Would you please transcribe the entire listing exactly?

• **PROVIDED DATA**:
┌────────
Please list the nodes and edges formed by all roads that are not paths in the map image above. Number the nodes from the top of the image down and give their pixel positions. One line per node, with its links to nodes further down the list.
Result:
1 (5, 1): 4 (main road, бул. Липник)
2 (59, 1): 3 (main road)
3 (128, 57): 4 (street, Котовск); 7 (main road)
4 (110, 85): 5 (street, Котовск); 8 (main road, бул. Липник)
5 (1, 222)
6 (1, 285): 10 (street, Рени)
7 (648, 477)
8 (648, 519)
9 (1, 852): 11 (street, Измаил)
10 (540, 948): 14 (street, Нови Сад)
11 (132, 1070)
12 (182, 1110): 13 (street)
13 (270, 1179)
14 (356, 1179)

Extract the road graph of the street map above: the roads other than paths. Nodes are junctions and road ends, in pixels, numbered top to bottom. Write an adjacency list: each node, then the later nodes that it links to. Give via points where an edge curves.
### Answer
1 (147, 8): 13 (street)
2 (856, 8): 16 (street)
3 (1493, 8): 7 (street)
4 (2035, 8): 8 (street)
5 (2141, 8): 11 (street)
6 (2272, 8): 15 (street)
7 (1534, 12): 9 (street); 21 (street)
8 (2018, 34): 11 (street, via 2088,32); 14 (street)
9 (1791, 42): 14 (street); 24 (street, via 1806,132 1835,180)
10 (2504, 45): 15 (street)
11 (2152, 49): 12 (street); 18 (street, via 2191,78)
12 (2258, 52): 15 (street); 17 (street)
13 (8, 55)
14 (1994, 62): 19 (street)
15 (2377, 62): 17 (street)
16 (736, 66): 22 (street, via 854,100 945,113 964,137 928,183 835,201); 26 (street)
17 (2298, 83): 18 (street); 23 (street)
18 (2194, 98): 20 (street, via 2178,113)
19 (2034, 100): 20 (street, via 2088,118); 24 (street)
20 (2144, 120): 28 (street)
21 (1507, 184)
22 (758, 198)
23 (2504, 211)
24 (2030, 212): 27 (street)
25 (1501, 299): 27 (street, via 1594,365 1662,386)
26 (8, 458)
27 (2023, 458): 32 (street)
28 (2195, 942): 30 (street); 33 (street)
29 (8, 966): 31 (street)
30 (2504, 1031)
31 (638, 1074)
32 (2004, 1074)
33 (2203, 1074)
└────────
• **RESPONSE**:
Please list the nodes and edges formed by all roads that are not paths in the map image above. Number the nodes from the top of the image down and give their pixel positions. One line per node, with its links to nodes further down the list.
Result:
1 (5, 1): 4 (main road, бул. Липник)
2 (59, 1): 3 (main road)
3 (128, 57): 4 (street, Котовск); 7 (main road)
4 (110, 85): 5 (street, Котовск); 8 (main road, бул. Липник)
5 (1, 222)
6 (1, 285): 10 (street, Рени)
7 (648, 477)
8 (648, 519)
9 (1, 852): 11 (street, Измаил)
10 (540, 948): 14 (street, Нови Сад)
11 (132, 1070)
12 (182, 1110): 13 (street)
13 (270, 1179)
14 (356, 1179)

Extract the road graph of the street map above: the roads other than paths. Nodes are junctions and road ends, in pixels, numbered top to bottom. Write an adjacency list: each node, then the later nodes that it links to. Give via points where an edge curves.
### Answer
1 (147, 8): 13 (street)
2 (856, 8): 16 (street)
3 (1493, 8): 7 (street)
4 (2035, 8): 8 (street)
5 (2141, 8): 11 (street)
6 (2272, 8): 15 (street)
7 (1534, 12): 9 (street); 21 (street)
8 (2018, 34): 11 (street, via 2088,32); 14 (street)
9 (1791, 42): 14 (street); 24 (street, via 1806,132 1835,180)
10 (2504, 45): 15 (street)
11 (2152, 49): 12 (street); 18 (street, via 2191,78)
12 (2258, 52): 15 (street); 17 (street)
13 (8, 55)
14 (1994, 62): 19 (street)
15 (2377, 62): 17 (street)
16 (736, 66): 22 (street, via 854,100 945,113 964,137 928,183 835,201); 26 (street)
17 (2298, 83): 18 (street); 23 (street)
18 (2194, 98): 20 (street, via 2178,113)
19 (2034, 100): 20 (street, via 2088,118); 24 (street)
20 (2144, 120): 28 (street)
21 (1507, 184)
22 (758, 198)
23 (2504, 211)
24 (2030, 212): 27 (street)
25 (1501, 299): 27 (street, via 1594,365 1662,386)
26 (8, 458)
27 (2023, 458): 32 (street)
28 (2195, 942): 30 (street); 33 (street)
29 (8, 966): 31 (street)
30 (2504, 1031)
31 (638, 1074)
32 (2004, 1074)
33 (2203, 1074)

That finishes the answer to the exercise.